Problem requirements
Please tally the lines of the listing that hold the string "above", and reply with that total only.
---------- Exercise inputs
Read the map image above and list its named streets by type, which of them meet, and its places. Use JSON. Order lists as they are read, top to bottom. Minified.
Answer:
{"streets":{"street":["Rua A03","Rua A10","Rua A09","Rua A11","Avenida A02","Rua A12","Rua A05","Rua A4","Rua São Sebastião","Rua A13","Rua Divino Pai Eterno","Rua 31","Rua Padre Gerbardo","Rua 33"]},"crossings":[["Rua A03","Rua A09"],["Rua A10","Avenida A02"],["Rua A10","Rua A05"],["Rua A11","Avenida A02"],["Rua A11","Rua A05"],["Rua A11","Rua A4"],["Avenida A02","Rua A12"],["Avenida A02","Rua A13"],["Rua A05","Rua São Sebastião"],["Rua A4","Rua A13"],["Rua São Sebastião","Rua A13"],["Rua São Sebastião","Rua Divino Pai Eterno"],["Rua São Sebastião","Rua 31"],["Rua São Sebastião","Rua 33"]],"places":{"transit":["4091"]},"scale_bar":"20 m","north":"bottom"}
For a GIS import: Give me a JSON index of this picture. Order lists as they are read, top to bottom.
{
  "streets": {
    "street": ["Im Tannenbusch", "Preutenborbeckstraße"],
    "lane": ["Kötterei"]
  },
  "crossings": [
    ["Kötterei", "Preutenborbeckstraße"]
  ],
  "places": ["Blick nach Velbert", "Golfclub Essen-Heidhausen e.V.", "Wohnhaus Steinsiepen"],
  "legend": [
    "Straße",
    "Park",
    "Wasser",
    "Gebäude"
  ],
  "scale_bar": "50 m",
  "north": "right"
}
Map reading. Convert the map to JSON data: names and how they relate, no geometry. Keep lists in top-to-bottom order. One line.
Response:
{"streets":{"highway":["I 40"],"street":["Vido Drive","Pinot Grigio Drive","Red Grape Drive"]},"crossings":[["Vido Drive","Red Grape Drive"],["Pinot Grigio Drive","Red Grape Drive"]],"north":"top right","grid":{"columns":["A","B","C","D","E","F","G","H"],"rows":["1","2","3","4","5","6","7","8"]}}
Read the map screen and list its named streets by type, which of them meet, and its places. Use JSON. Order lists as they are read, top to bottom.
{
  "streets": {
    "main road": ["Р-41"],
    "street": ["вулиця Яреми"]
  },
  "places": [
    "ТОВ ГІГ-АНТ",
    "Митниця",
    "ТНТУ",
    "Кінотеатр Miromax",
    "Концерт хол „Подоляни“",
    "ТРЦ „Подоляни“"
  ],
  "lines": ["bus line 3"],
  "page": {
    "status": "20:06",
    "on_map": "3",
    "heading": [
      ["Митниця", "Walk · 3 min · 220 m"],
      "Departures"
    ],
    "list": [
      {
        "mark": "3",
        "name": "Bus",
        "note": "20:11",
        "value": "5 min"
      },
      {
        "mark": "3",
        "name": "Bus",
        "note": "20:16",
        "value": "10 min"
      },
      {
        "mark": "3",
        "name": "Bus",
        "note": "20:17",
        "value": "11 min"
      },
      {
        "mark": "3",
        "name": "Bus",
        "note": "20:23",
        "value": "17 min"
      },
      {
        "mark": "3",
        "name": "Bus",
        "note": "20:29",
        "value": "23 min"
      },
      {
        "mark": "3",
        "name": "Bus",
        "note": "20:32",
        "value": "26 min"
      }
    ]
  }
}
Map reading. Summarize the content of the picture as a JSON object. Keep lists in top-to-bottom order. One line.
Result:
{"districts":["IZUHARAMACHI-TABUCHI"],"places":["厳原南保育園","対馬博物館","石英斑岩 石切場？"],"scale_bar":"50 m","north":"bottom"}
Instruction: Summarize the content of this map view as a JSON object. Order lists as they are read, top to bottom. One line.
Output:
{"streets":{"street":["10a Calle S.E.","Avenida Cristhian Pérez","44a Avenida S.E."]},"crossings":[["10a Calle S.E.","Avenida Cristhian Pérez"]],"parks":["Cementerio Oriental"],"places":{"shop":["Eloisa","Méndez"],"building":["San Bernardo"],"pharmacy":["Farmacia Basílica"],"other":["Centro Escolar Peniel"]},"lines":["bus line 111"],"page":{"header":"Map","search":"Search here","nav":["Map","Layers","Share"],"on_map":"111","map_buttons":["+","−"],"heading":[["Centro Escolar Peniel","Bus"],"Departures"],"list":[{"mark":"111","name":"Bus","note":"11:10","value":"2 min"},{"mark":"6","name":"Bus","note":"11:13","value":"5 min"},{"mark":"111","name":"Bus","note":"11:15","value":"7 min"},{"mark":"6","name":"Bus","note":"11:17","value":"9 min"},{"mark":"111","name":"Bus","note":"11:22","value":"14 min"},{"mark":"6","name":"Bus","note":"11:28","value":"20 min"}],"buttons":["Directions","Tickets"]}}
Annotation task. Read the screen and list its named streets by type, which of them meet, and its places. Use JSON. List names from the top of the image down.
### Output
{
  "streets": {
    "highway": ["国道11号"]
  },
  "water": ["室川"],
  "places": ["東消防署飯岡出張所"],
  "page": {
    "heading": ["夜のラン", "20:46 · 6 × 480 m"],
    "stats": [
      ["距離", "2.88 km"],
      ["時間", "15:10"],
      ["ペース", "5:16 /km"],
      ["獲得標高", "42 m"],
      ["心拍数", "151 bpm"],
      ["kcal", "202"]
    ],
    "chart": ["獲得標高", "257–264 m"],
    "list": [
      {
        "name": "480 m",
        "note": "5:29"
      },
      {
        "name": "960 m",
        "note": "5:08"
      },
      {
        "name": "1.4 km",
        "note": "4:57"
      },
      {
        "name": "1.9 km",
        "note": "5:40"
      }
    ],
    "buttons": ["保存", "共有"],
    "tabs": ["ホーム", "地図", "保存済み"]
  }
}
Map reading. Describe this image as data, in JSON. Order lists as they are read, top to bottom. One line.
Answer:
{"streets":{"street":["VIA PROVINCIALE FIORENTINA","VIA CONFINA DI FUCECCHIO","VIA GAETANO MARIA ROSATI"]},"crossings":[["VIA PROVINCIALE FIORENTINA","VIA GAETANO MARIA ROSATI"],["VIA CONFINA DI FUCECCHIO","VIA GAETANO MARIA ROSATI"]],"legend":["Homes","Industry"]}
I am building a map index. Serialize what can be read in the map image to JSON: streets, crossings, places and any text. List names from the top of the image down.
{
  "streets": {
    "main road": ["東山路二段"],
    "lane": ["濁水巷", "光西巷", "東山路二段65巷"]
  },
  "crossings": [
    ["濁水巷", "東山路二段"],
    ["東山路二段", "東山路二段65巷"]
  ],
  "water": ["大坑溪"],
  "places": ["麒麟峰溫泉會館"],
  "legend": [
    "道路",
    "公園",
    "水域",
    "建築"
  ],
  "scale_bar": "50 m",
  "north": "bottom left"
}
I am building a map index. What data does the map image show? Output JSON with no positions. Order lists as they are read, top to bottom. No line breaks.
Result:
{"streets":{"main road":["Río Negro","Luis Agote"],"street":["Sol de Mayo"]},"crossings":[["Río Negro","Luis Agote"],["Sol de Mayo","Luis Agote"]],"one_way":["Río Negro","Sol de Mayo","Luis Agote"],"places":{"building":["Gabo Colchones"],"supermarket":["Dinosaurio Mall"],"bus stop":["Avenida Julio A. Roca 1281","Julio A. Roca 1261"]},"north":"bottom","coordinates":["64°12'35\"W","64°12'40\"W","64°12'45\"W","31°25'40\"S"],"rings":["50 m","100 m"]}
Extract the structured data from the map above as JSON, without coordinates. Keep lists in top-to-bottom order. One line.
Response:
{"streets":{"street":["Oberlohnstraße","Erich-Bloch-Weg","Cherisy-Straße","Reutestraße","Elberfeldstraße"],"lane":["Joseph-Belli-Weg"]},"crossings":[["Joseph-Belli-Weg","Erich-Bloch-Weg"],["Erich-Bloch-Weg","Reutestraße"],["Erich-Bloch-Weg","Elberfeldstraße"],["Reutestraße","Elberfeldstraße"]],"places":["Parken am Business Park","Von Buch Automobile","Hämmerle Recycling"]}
--------------------
Output of the task
2